Os fatores dominantes da alma estabelecem o foco central das ações e percepções do indivíduo. Eles definem as características centrais do modo como se organiza a consciência, no amplo espaço sutil do espírito humano.
Levando em conta apenas a qualidade da vida, é possível dividir as faixas e modalidades de vibração da consciência humana em quatro grandes grupos de percepções, dentro do chamado estado de vigília. Eles se referem ao Foco da consciência, e não excluem de modo algum a sempre abrangente Totalidade Complexa do ser.
Eles são:
1) A Faixa da Contemplação
O grupo mais elevado de vibrações é naturalmente o espiritual. Aqui estão a sensação de bem-aventurança e a vivência da bênção incondicional. Encontramos nesta dimensão de espaço a percepção da unidade de tudo o que há, e a compreensão imediata da eternidade da vida. A consciência da contemplação está presente na alma durante as 24 horas do dia. A elevação do foco da consciência até esta consciência é algo que pode ocorrer a qualquer momento. Se não há uma obstrução séria da ponte com a alma imortal [2] – o foco da percepção tende a se elevar sempre que ocorre uma renúncia ou perda do apego cego às rotinas da vida externa. A ação correta leva ao desapego, e o desapego torna a alma leve.

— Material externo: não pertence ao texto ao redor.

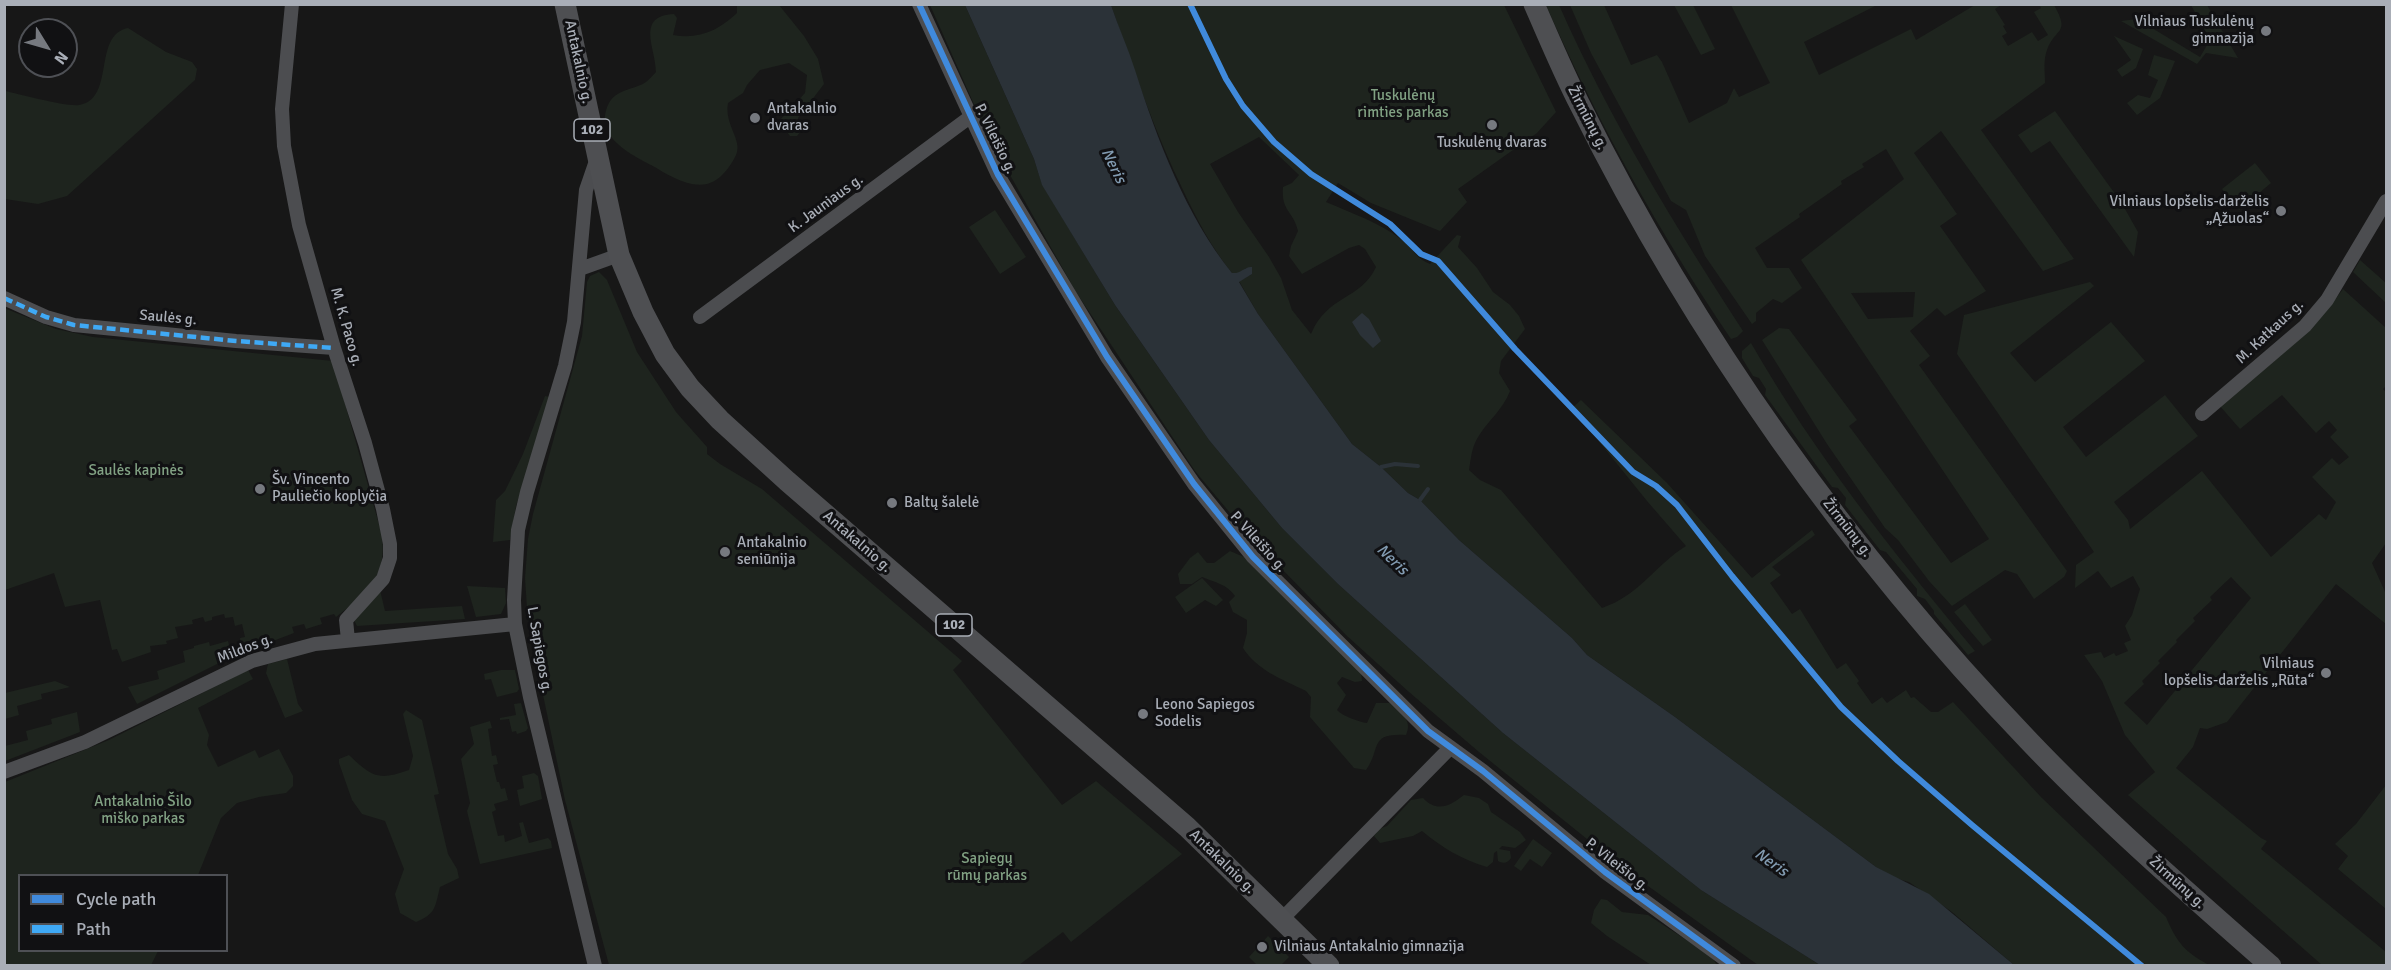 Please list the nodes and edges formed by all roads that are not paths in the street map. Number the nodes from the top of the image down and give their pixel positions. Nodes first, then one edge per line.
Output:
1 (292, 4) edge
2 (565, 4) edge
3 (919, 4) edge
4 (1534, 4) edge
5 (970, 117) junction
6 (598, 156) junction
7 (2386, 201) edge
8 (619, 255) junction
9 (580, 269) junction
10 (4, 298) edge
11 (700, 317) dead end
12 (334, 348) junction
13 (2202, 414) dead end
14 (515, 624) junction
15 (348, 640) junction
16 (1450, 748) junction
17 (4, 772) edge
18 (1282, 919) junction
19 (595, 966) edge
20 (1329, 966) edge
21 (1734, 966) edge
22 (2271, 966) edge

1 - 12 street, M. K. Paco g.
2 - 6 main road, Antakalnio g. / 102
3 - 5 street, P. Vileišio g.
4 - 22 main road, Žirmūnų g.
5 - 11 street, K. Jauniaus g.
5 - 16 street, P. Vileišio g.
6 - 8 main road, Antakalnio g. / 102
6 - 9 street, L. Sapiegos g.
7 - 13 street, M. Katkaus g.
8 - 9 street
8 - 18 main road, Antakalnio g. / 102
9 - 14 street, L. Sapiegos g.
10 - 12 street, Saulės g.
12 - 15 street, M. K. Paco g.
14 - 15 street, Mildos g.
14 - 19 street, L. Sapiegos g.
15 - 17 street, Mildos g.
16 - 18 street
16 - 21 street, P. Vileišio g.
18 - 20 main road, Antakalnio g. / 102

2) A Faixa da Harmonia Elevada
O segundo grupo de estados de consciência que temos em estado de vigília reúne os tipos de ideias e emoções que possuem dinamismo e atividade mas, ainda assim, são compatíveis com o primeiro grupo. Há integração, harmonia e coerência, mesmo em meio ao esforço e ao contraste da vida externa. A presença da alma é perceptível. Esta parte da consciência está iluminada pela experiência suprema da consciência imortal.
3) A Faixa da Oscilação e do Contraste
O terceiro aglomerado de possibilidades da consciência é intermitente e intermediário. Não há aqui uma contradição consistente em relação à essência da alma e ao bem-estar interior. Tampouco existe uma percepção estável do mundo sagrado, ou um esforço definido em função do ideal de autoaperfeiçoamento. Nesta faixa ocorrem as oscilações, as dúvidas, as provações não resolvidas, a luta interna da alma, e também – por outro lado – o estado de não-despertar, a situação intermediária, pacata, média, “neutra”, morna. O medo, a cobiça e o apego, assim como os hábitos que sustentam a ignorância espiritual, lutam intensamente pela sua própria preservação. Eles se sentem ameaçados pela presença potencial da sabedoria.

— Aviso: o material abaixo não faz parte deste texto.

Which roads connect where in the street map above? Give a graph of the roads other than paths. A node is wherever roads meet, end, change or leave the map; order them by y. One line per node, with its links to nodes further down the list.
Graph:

4) A Faixa da Negação do Superior
O quarto aglomerado reúne as situações que negam e contradizem mais fortemente o bem-estar da alma imortal e a coerência da alma mortal ou eu inferior, criando um carma que irá tornar difícil a fixação e estabilização do foco da consciência nos grupos 1 e 2.
O caminho espiritual não consiste apenas em expandir os grupos 1 e 2 de estados de consciência. É necessário também melhorar o tenso equilíbrio do grupo 3, tornando-o mais favorável aos grupos 1 e 2, e reduzir a base densa de resistência à sabedoria, presente no grupo 4.
O progresso no caminho teosófico é obtido através da autodisciplina, da renúncia e da simplicidade. Não basta a idealização otimista pela qual se busca alcançar a faixa da contemplação. As agradáveis homenagens ao mundo espiritual, se não estão acompanhadas pela dura renúncia feita voluntariamente, ficam sem alicerce e produzem um mecanismo de autoilusão “espiritual” que nega o verdadeiro caminho. O erro então imita a sabedoria e se reveste de uma falsa aparência, como na imagem dos sepulcros caiados, usada por Jesus no Novo Testamento.
O aprendiz precisa revisar regularmente seus hábitos diários, identificando quais deles sustentam a faixa 4, quais impedem o progresso na faixa 3 – e renunciando efetivamente a eles. Ele deve também identificar os novos hábitos que irão promover uma transmutação para melhor em cada uma das quatro faixas, e adotá-los com força, moderação e perseverança, levando em conta que o tempo é cíclico.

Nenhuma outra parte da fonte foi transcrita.